TSYS Group Web Application Runtime Layer Q2 2021 Project PLan

Introduction

The TSYS Group needs a web application runtime layer for it's myriad of applications.

Broad Requirements for runtime layer

  • No single point of failure * High availability/auto recovery for containers * Distributed/replicated persistent storage for containers

Delivery schedule and compensation

  • Maximum equity offered : 2.5% upon completion of all milestones by deadline * Targeted completion of this project is July 4th 2021 * all equity will be fully vested at grant time. * Only consequence of non completion is no equity will be granted (but you would keep any equity already granted for completed milestones ). * Contractor is expected to work independently. TSYS Technical Operations Team is available in Discord for any requirements/access granting/architecture questions. * TSYS Technical Operations Team is not available to assist with implementation, hence the equity offer to an outside contactor.

Project milestones / deliverables / major areas

storage

0.5% equity

Replicated storage that fulfills the persistent volume claim of docker containers.

Deployed on db1/2/3 virtual machines.

Using something such as longhorn but we are open to anything that is production stable.

container runtime, control plane, control panel

0.5% equity

  • Kubernetes load balancer , something such as metallb, but open to other options. Only TCP load balancing is needed, all intelligence (certs/layer 7 etc) is handled at the routing/network layer already * Kubernetes runtime environment (workers and control plane ), Something like k3s from Rancher Labs * Kubernetes control panel authenticating to LDAP , Something like Rancher.

Control plane will be deployed on db1/2/3

Workers will be deployed on www2/3 and 1 (1 is currently the production server, so would be added in last)

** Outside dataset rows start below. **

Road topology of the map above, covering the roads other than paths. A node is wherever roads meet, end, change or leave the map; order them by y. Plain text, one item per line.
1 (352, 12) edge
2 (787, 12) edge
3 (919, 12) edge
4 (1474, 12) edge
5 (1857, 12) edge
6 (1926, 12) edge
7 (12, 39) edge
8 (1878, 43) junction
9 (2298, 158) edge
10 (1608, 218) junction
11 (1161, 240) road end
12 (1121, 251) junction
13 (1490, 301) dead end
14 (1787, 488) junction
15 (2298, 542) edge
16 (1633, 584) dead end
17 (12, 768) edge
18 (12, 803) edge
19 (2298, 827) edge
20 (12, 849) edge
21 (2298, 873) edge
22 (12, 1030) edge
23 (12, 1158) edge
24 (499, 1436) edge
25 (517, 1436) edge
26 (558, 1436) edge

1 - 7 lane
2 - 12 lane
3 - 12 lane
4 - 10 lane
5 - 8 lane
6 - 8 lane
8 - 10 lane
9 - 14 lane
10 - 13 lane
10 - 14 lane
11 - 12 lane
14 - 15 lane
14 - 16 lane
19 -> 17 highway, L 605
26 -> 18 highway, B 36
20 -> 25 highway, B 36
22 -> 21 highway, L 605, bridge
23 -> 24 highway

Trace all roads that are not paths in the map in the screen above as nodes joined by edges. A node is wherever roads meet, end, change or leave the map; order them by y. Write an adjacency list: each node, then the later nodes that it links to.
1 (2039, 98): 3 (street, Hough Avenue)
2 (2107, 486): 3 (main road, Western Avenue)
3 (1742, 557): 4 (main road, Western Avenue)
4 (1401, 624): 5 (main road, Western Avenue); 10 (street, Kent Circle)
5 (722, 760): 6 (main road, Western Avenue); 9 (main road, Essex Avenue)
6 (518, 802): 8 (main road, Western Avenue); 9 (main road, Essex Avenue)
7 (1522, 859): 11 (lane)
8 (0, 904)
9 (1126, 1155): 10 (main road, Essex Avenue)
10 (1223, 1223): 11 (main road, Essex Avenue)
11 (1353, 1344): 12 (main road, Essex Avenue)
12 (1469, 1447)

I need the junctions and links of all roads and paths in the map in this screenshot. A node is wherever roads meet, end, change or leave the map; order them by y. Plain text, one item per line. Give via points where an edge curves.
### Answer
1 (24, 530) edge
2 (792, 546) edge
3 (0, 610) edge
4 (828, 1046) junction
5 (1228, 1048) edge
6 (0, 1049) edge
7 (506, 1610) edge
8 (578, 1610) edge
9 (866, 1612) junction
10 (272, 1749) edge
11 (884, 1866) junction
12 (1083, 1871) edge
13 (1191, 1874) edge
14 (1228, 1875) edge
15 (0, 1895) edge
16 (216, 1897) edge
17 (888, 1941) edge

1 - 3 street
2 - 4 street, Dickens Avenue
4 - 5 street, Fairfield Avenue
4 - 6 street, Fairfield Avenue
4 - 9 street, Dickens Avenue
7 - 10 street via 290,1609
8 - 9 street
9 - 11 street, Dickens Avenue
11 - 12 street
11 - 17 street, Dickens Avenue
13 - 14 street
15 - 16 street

Core container functionality (running as containers on the platform):

0.5% equity

  • docker registry * IAM * API gateway * Jenkins * all the above installed as containers running on the kubernetes runtime. * all the above configured for LDAP authentication * all the above no other configuration of the components would be in scope

PAAS

1% equity

  • blue/green and other standard deployment methodologies * able to auto deploy from ci/cd ) * orchestrate all of the primitives (load balancer, port assignment etc) (docker-compose target? helm chart? is Rancher suitable?)

This milestone is the most complex and will require discussion and further clarification. We can do so when we get to this point and see how far along contractor has come and time remaining etc .

Things not in scope

LDAP backend

Known Element Enterprises LLC utilizes Univention Corporate Server to provide Active Directory compatible services to the TSYS Group. This is up and running in production and all applications and systems utilize it for AAA.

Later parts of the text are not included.